The Science Journal of the American Association for Respiratory Care

2004 OPEN FORUM Abstracts

IS NON-INVASIVE VENTILATION APPROPRIATELY SELECTED IN ADULT PATIENTS WITH RESPIRATORY FAILURE?

Renee Brett, AAS, RRT, David Squeglia, BA, AS, RRT, Ross Thomas, RRT, Barry Young BS, RRT, Suzanne M. Burns RN, MSN, RRT, ACNP, CCRN, FAAN, FCCM, University of Virginia, Charlottesville, Virginia.

Background: Bi-PAP is a non-invasive method of ventilatory support that has been demonstrated to be effective in patients with sleep apnea and nighttime hypoventilation. Other, more acute uses of the therapy, such as to prevent intubation in acute respiratory failure, or to prevent reintubation, have also been reported. Because of the non-invasive nature of the method, Bi-PAP is increasingly being ordered for a variety of conditions found in critical care, ER and on acute care units. Unfortunately, little information about the clinical variables present at the initiation of the therapy and associated outcomes, is available to guide practice

Purpose: To determine the clinical variables and conditions that correlates with successful or non-successful use of Bi-PAP therapy in acutely ill adult patients at UVA.

Hypothesis: That selected clinical variables will correlate with success or failure of Bi-PAP therapy.

Materials and Methods: The sample included adult patients assigned to Bi-PAP in acute and critical care units in the hospital from June 2001 to July 2002. MICU study investigators were alerted to the use of Bi-PAP and conducted a retrospective chart review to collect the variables of interest.
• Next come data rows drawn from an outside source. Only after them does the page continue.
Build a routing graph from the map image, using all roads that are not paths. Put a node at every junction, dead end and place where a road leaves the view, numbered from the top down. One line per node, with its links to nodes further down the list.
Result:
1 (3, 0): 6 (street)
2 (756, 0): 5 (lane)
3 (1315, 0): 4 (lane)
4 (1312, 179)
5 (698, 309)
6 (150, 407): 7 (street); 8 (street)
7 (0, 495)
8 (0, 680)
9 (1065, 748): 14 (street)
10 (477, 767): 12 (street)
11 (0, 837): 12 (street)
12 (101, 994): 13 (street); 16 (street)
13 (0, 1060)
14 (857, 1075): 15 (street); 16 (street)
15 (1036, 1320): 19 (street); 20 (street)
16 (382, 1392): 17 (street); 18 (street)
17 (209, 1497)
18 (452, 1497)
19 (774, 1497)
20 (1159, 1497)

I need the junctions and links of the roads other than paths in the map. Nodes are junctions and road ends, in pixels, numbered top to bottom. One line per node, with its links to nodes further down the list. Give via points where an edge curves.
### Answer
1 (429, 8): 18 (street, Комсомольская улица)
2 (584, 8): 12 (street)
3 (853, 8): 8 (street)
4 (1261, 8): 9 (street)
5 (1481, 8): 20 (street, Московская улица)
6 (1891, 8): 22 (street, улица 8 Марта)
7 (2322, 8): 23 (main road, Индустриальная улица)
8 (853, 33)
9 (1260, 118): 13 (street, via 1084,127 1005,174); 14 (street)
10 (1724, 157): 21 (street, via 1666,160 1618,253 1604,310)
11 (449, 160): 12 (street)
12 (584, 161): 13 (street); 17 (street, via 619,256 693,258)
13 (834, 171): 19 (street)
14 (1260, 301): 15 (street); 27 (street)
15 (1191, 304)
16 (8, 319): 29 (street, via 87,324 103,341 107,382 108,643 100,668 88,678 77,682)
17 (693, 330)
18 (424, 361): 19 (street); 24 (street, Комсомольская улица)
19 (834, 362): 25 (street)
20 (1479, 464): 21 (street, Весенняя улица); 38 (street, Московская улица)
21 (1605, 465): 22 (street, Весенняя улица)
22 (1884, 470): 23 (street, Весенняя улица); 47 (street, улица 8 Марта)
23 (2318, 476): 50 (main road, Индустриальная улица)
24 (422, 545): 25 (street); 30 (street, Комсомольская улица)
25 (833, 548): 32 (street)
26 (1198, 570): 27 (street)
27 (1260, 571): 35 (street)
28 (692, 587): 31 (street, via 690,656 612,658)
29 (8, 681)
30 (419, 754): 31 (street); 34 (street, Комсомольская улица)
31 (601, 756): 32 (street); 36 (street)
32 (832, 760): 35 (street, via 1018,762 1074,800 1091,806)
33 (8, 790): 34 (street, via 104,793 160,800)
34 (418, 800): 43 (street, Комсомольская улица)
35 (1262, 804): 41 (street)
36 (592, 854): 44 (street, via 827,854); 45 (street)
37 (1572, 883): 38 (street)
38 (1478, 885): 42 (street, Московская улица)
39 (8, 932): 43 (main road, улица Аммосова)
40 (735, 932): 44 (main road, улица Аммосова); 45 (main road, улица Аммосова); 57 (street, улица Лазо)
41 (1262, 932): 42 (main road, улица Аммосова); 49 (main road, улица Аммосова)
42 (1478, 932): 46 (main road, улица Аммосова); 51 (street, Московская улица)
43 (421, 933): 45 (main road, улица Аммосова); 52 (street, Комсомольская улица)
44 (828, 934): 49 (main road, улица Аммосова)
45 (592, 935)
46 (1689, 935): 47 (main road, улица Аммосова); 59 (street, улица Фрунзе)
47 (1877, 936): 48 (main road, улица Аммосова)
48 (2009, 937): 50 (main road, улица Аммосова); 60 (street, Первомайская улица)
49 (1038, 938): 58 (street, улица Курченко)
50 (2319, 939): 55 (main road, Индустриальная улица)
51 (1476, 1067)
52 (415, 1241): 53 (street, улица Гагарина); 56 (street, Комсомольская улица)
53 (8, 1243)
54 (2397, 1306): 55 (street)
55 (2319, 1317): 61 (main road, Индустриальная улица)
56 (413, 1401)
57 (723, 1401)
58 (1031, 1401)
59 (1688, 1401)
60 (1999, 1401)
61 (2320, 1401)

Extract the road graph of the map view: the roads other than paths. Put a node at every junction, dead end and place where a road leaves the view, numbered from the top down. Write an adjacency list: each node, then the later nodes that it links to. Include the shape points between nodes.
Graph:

Variables of interest included those related to the clinical status of the patient prior to the initiation of the therapy and those noted after initiation of the therapy. In addition, the final outcome of the therapy and the relationship of outcome to clinical status variables were determined.

Analysis: Descriptive statistics were done for all variables and the Spearman coefficient was used to compare all variables with outcome variables of interest.

Results: 78 patients assigned to Bi-PAP were analyzed. The most common diagnoses were CHF (12 %), Respiratory failure (20%), and COPD (28%). The patients were predominately from the MICU (34%), the acute care units (27%) and the ER (24%). Fifty three percent of the patients were assigned to Bi-PAP for an episode of pulmonary edema. Prior to the initiation of Bi-PAP >50% of the patients experienced severe acidosis and hypercarbia (pH= <7.15-7.24 and PaCO2= > 76 mmHg) but not hypoxemia (SaO2= 90-100 mmHg). The duration of Bi-PAP was > 90 minutes in 64% of the patients with forty percent of the patients experiencing full resolution of the reason for the therapy. Seventeen percent required intubation and 12% refused the therapy and were removed from Bi-PAP. Relationships between variables of interest and outcomes are being analyzed and will be described.

Conclusion: Patients requiring Bi-PAP are often acutely ill with severe acid-base abnormalities. Since the therapy is both labor and time intensive, an understanding of the relationships between clinical status at the initiation of therapy and outcome will be helpful in developing guidelines for the appropriate use of the therapy at UVA.